Federal Rule of Civil Procedure 26(b)(1) authorizes discovery of "any nonprivileged matter that is relevant to any party's claim or defense-including the existence, description, nature, custody, condition, and location of any documents or other tangible things and the identity and location of persons who know of any discoverable matter." Relevancy is broadly construed, and a request for discovery should be considered if there is "any possibility" that the information sought may be relevant to the claim or defense of any party. See, e.g., Sheldon v. Vermonty, 204 F.R.D. 679, 689-90 (D. Kan. 2001). When the discovery sought appears relevant, the party resisting the discovery has the burden to establish the lack of relevancy by demonstrating that the requested discovery either does not come within the scope of relevance as defined under Rule 26(b)(1), or it is of such marginal relevance that the potential harm occasioned by discovery would outweigh the ordinary presumption in favor of broad disclosure. Simpson v. Univ. of Colo., 220 F.R.D. 354, 359 (D. Colo. 2004) (citations omitted).

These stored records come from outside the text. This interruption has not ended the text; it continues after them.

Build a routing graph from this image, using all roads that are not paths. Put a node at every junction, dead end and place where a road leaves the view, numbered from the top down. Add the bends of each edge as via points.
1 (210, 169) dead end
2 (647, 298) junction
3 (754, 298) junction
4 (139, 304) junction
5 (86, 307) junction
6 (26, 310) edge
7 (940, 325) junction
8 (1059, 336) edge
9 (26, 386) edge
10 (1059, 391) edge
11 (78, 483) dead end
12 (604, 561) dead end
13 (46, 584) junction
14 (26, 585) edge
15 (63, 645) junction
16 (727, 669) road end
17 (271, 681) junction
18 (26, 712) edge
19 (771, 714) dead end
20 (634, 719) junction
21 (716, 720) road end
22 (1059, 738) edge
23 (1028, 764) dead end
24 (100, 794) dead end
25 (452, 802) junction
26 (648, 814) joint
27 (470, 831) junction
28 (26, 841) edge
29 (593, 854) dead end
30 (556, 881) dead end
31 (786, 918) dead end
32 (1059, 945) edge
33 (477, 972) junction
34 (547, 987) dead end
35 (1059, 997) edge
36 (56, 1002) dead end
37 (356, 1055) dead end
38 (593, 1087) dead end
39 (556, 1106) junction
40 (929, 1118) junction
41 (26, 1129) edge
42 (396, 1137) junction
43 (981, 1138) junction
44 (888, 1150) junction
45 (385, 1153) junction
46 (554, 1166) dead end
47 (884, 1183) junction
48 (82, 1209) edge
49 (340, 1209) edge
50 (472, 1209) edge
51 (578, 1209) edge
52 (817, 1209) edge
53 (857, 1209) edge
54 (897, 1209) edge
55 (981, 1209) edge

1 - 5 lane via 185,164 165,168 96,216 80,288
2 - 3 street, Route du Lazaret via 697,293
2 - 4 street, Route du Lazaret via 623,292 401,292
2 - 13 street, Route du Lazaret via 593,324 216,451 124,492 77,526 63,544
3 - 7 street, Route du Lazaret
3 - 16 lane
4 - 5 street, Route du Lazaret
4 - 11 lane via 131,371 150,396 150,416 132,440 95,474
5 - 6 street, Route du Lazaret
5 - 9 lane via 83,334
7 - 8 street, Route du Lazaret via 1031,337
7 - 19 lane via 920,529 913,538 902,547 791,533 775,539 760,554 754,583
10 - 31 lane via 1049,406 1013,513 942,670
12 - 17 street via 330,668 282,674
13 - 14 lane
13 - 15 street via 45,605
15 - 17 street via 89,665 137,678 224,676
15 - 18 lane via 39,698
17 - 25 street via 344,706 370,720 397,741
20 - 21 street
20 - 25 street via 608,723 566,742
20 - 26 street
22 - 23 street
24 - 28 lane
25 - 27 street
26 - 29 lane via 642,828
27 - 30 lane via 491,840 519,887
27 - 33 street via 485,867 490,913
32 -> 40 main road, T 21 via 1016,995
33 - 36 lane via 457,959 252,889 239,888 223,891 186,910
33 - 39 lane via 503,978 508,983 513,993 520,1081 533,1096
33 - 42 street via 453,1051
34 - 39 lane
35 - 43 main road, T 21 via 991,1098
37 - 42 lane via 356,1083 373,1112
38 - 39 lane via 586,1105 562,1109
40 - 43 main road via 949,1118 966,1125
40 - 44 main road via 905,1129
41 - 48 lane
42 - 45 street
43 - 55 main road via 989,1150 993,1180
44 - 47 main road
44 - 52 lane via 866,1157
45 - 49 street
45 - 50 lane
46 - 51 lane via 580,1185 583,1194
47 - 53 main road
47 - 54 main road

This second prong reflects the principle of proportionality that is inherent in the Federal Rules, and governs all discovery. See Fed.R.Civ.P. 26(b)(1) and (b)(2)(C)(i)-(iii). It is incumbent upon the court to consider how much discovery is reasonable in a given case in light of the claims and defenses asserted, the significance of the discovery sought to the propounding party, and the costs and burden to the producing party. See Fed.R.Civ.P. 26(b)(2)(C)(i)-(iii). The Federal Rules of Civil Procedure also permit a court to restrict or preclude discovery when justice requires in order to protect a party or person from annoyance, embarrassment, oppression, or undue burden or expense. See Fed.R.Civ.P. 26(c). Because Plaintiff is proceeding pro se , I afford his materials a liberal construction but do not act as his advocate. Yang v. Archuleta, 525 F.3d 925, 927 n. 1 (10th Cir. 2008).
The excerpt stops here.